This 1976 song by Bob Dylan is his most personal yet – Grunge





Bob Dylan often distanced himself from his lyrics, both in his private life and in interviews. In fact, he makes that point in most of the records that have been preserved. But on rare occasions, especially on personal songs like the 1976 song “Sarah,” which he wrote for his wife, he opened up. Dylan’s songwriting process is like a divine bolt of lightning, imposing turns of abstract and ambiguous phrases, avoiding at all costs to explain meaning, and capturing magic on the page. This style took him further, especially in the 1960s, when he became the headliner of a new zeitgeist in folk and rock and roll.

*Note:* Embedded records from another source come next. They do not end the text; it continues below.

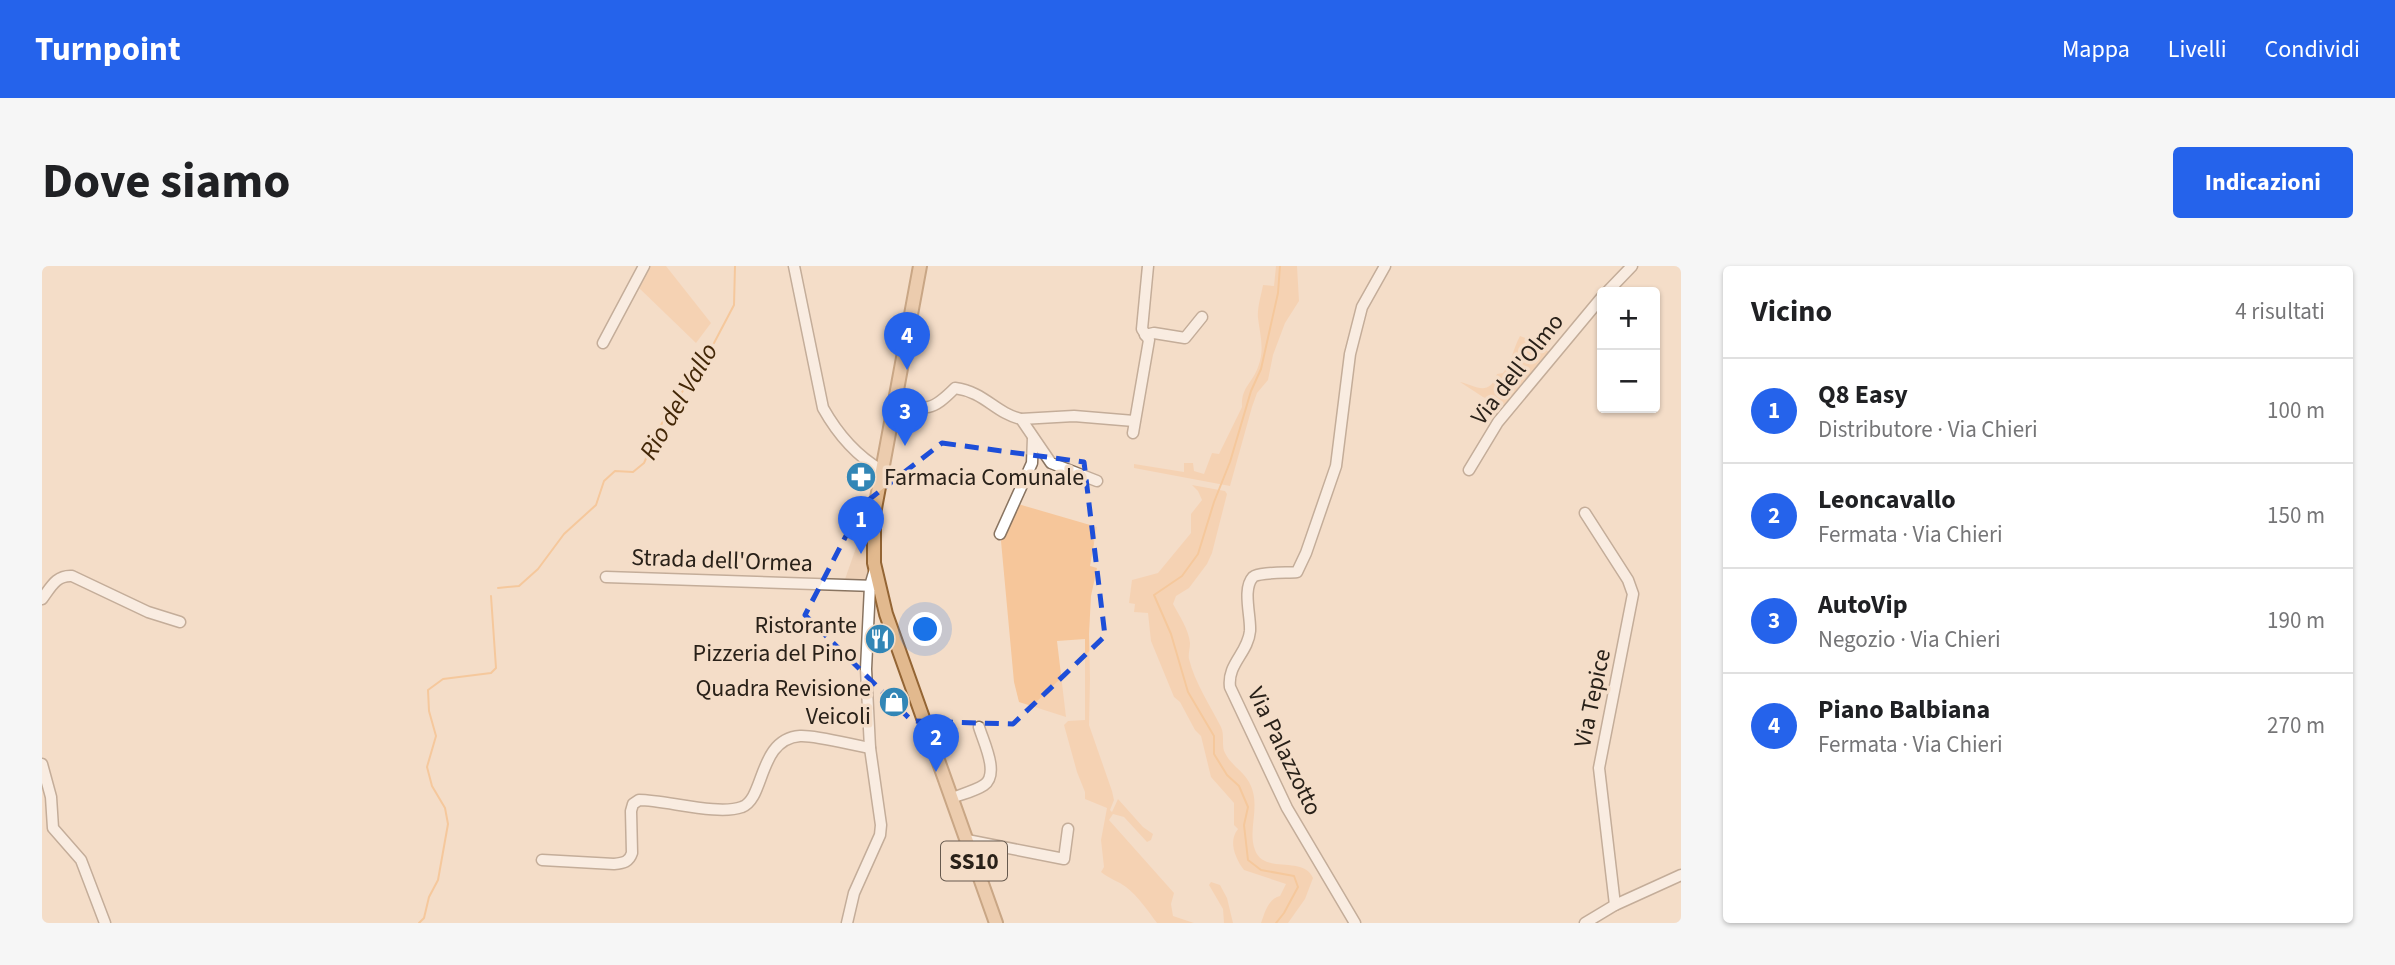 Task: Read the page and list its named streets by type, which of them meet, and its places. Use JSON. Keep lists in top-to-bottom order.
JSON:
{
  "streets": {
    "main road": ["SS10"],
    "street": [
      "Via dell'Olmo",
      "Strada dell'Ormea",
      "Via Tepice",
      "Via Palazzotto"
    ]
  },
  "crossings": [
    ["Strada dell'Ormea", "SS10"]
  ],
  "water": ["Rio del Vallo"],
  "places": {
    "pharmacy": ["Farmacia Comunale"],
    "restaurant": ["Ristorante Pizzeria del Pino"],
    "shop": ["Quadra Revisione Veicoli"]
  },
  "page": {
    "header": "Turnpoint",
    "nav": ["Mappa", "Livelli", "Condividi"],
    "title": "Dove siamo",
    "buttons": "Indicazioni",
    "heading": ["Vicino", "4 risultati"],
    "map_buttons": ["+", "−"],
    "pins": [
      "4",
      "3",
      "1",
      "2"
    ],
    "list": [
      {
        "mark": "1",
        "name": "Q8 Easy",
        "note": "Distributore · Via Chieri",
        "value": "100 m"
      },
      {
        "mark": "2",
        "name": "Leoncavallo",
        "note": "Fermata · Via Chieri",
        "value": "150 m"
      },
      {
        "mark": "3",
        "name": "AutoVip",
        "note": "Negozio · Via Chieri",
        "value": "190 m"
      },
      {
        "mark": "4",
        "name": "Piano Balbiana",
        "note": "Fermata · Via Chieri",
        "value": "270 m"
      }
    ]
  }
} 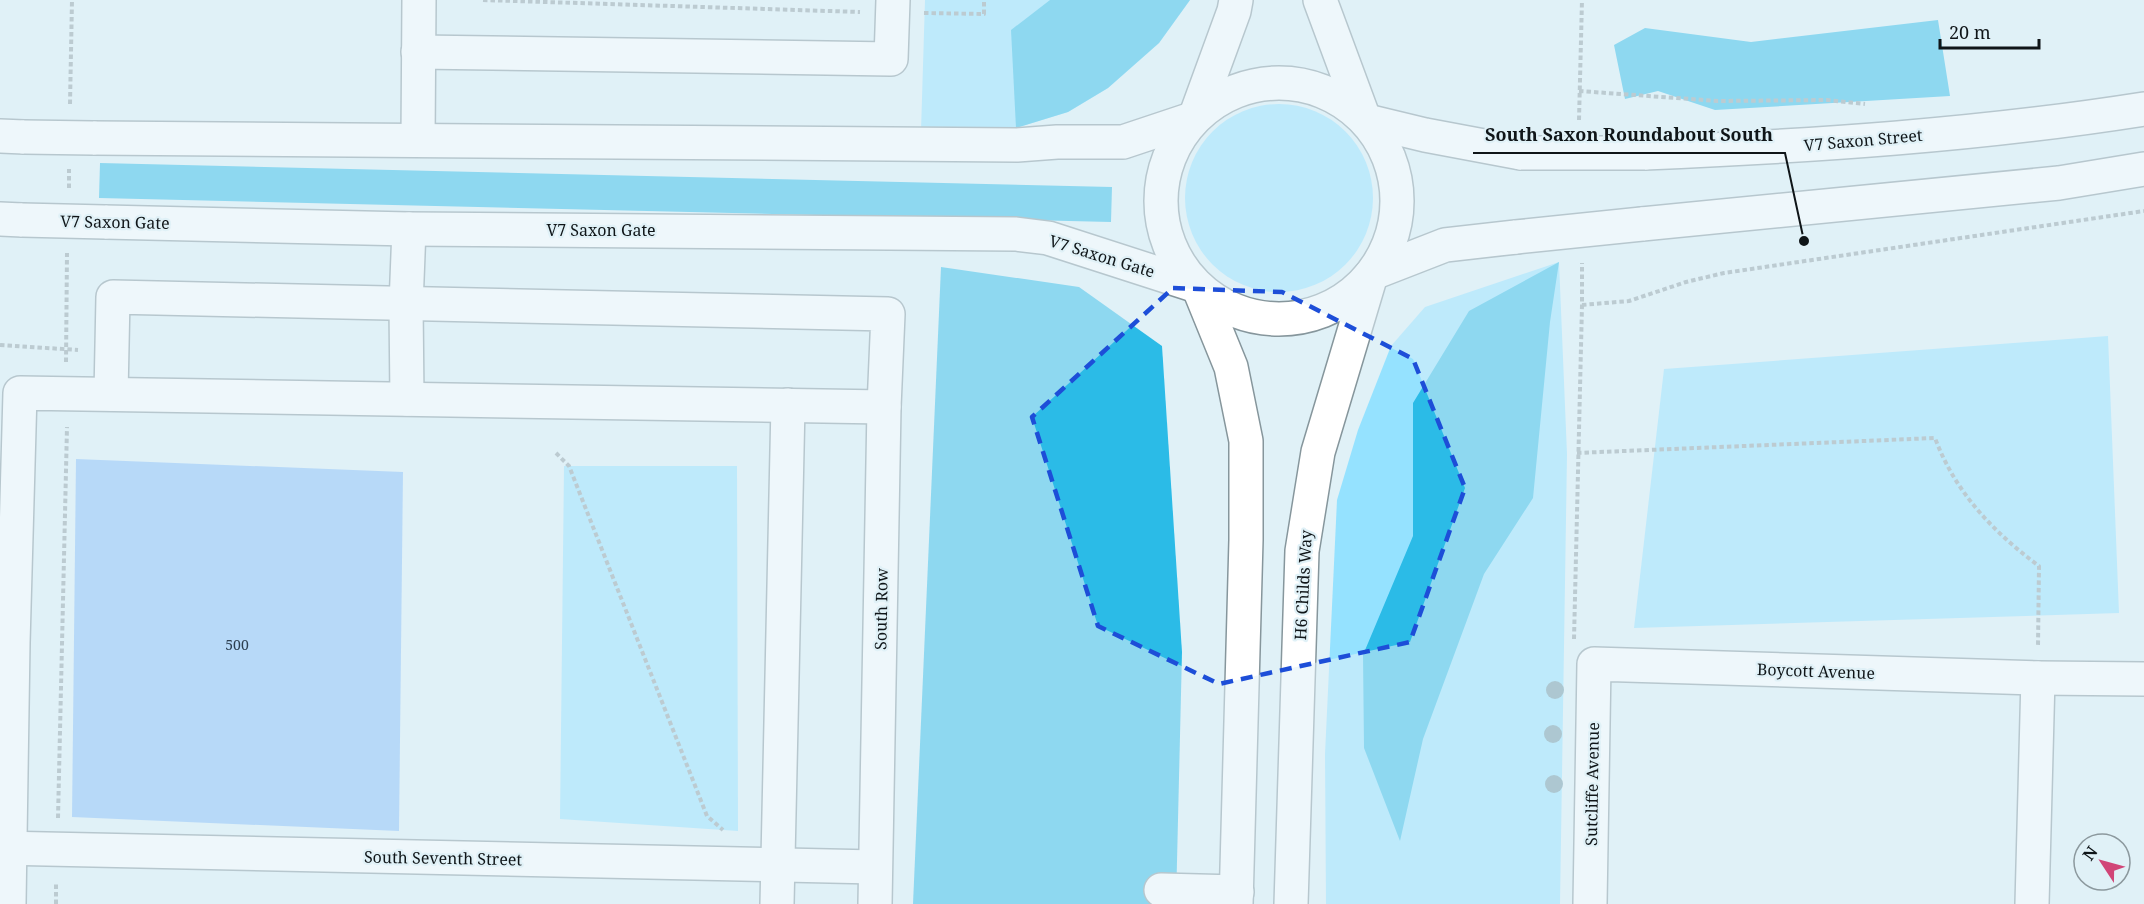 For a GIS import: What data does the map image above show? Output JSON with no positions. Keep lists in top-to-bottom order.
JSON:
{
  "streets": {
    "street": [
      "V7 Saxon Street",
      "V7 Saxon Gate",
      "H6 Childs Way",
      "South Row",
      "Boycott Avenue",
      "Sutcliffe Avenue",
      "South Seventh Street"
    ]
  },
  "crossings": [
    ["South Row", "South Seventh Street"],
    ["Boycott Avenue", "Sutcliffe Avenue"]
  ],
  "places": ["South Saxon Roundabout South"],
  "house_numbers": ["500"],
  "scale_bar": "20 m",
  "north": "top left"
} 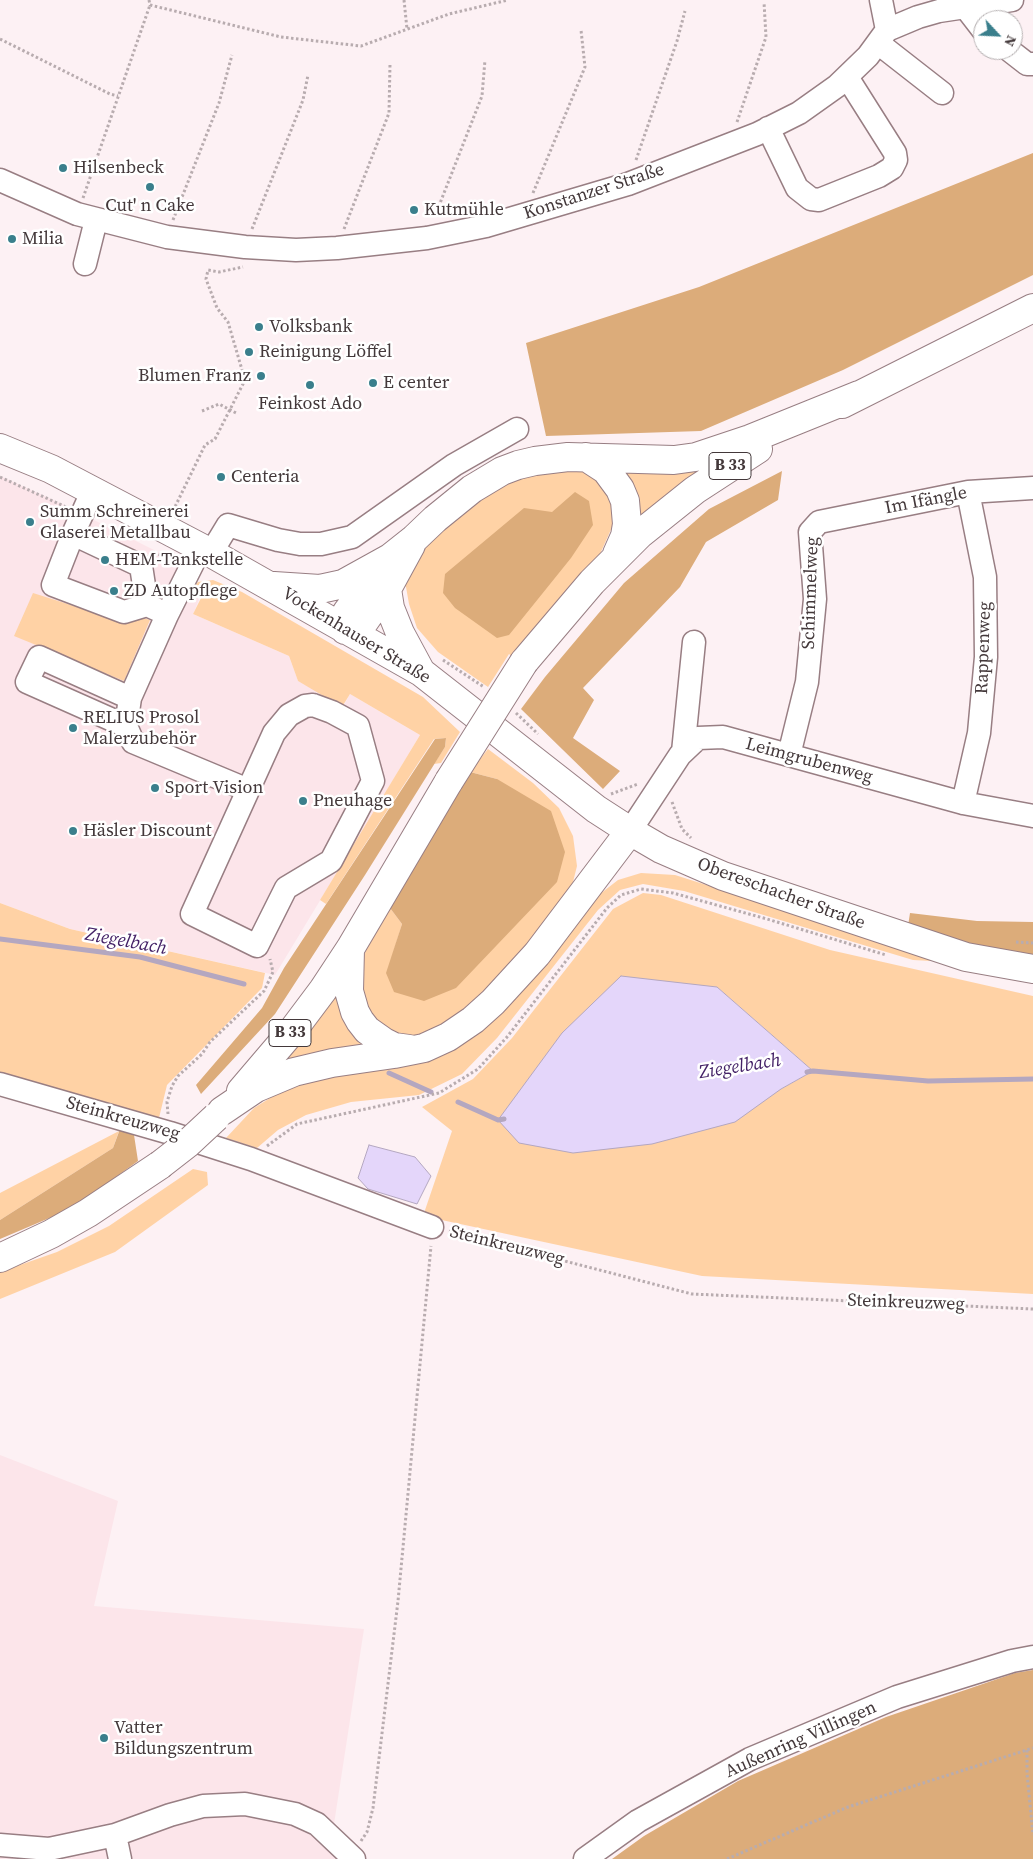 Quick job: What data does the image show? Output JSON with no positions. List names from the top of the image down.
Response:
{
  "streets": {
    "main road": ["B 33", "Vockenhauser Straße", "Obereschacher Straße"],
    "street": [
      "Konstanzer Straße",
      "Im Ifängle",
      "Schimmelweg",
      "Rappenweg",
      "Leimgrubenweg",
      "Steinkreuzweg",
      "Außenring Villingen"
    ]
  },
  "crossings": [
    ["Im Ifängle", "Schimmelweg"],
    ["Im Ifängle", "Rappenweg"],
    ["Schimmelweg", "Leimgrubenweg"],
    ["Vockenhauser Straße", "Obereschacher Straße"],
    ["Rappenweg", "Leimgrubenweg"],
    ["Leimgrubenweg", "Obereschacher Straße"]
  ],
  "water": ["Ziegelbach"],
  "places": [
    "Hilsenbeck",
    "Cut' n Cake",
    "Kutmühle",
    "Milia",
    "Volksbank",
    "Reinigung Löffel",
    "Blumen Franz",
    "E center",
    "Feinkost Ado",
    "Centeria",
    "Summ Schreinerei Glaserei Metallbau",
    "HEM-Tankstelle",
    "ZD Autopflege",
    "RELIUS Prosol Malerzubehör",
    "Sport Vision",
    "Pneuhage",
    "Häsler Discount",
    "Vatter Bildungszentrum"
  ],
  "north": "bottom right"
} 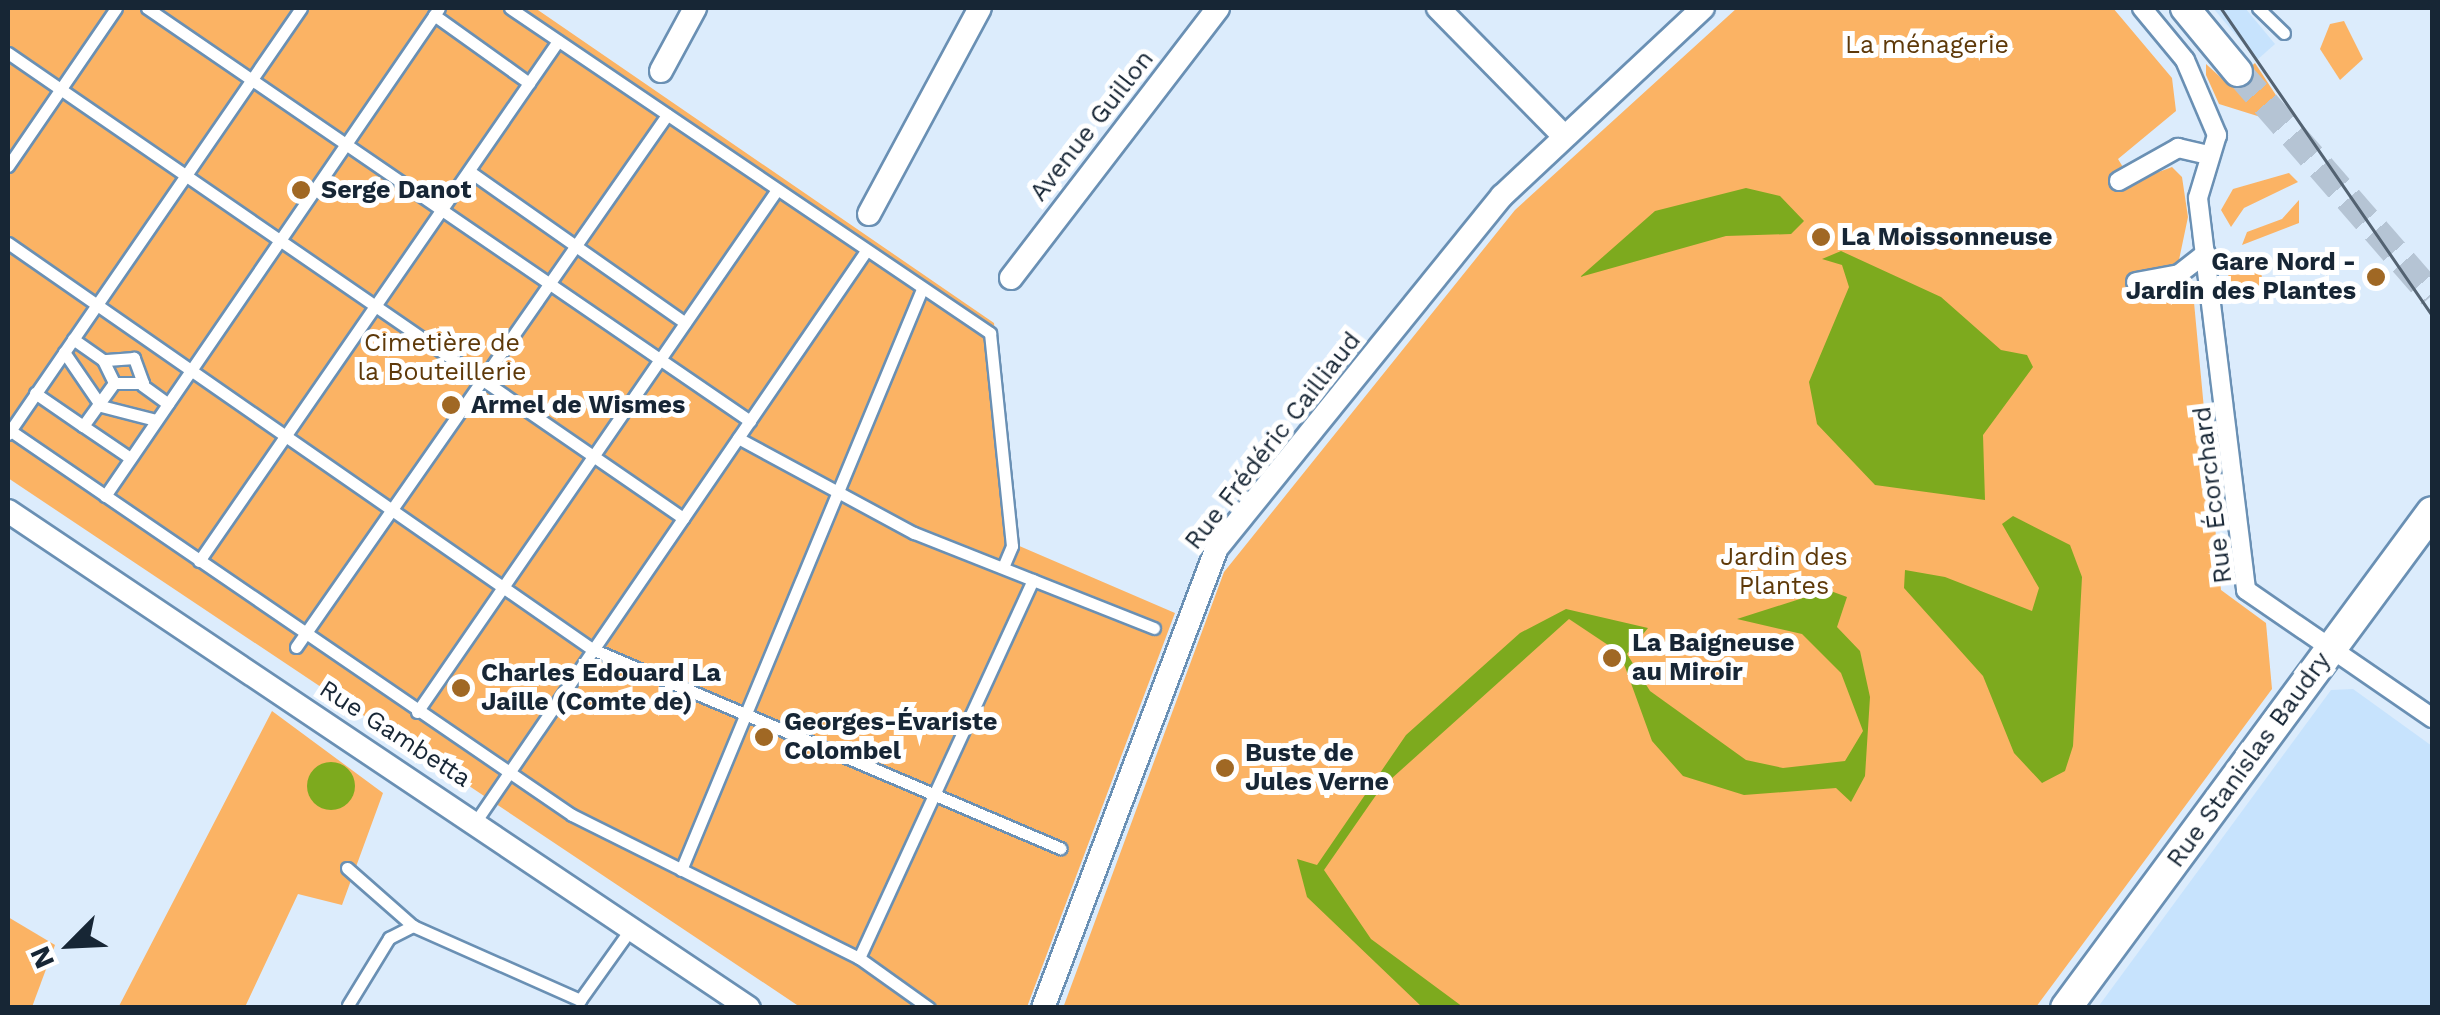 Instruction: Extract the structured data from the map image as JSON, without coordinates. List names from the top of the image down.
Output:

His career took a bit of a slump in the early ’70s, but came back full force in ’75 and ’76, featuring the albums “Blood on the Tracks” and “Desire” and the classic Rolling Thunder Revue tour. The songs on both of these albums are dramatized stories or epic poems, imbued with real emotion, but telling the story of a narrator who is not actually Dylan himself.

However, the last song on Desire, the album that included the hit song “Hurricane,” was “Sara,” and unlike most of the other songs Dylan recorded, it was an overt song about his wife and married life, although his complicated love life was a theme often observable in his music. It was a frank and personal plea, with a dramatic story behind it, culminating in a surprise performance for the wife herself in the studio, amidst awe-struck onlookers.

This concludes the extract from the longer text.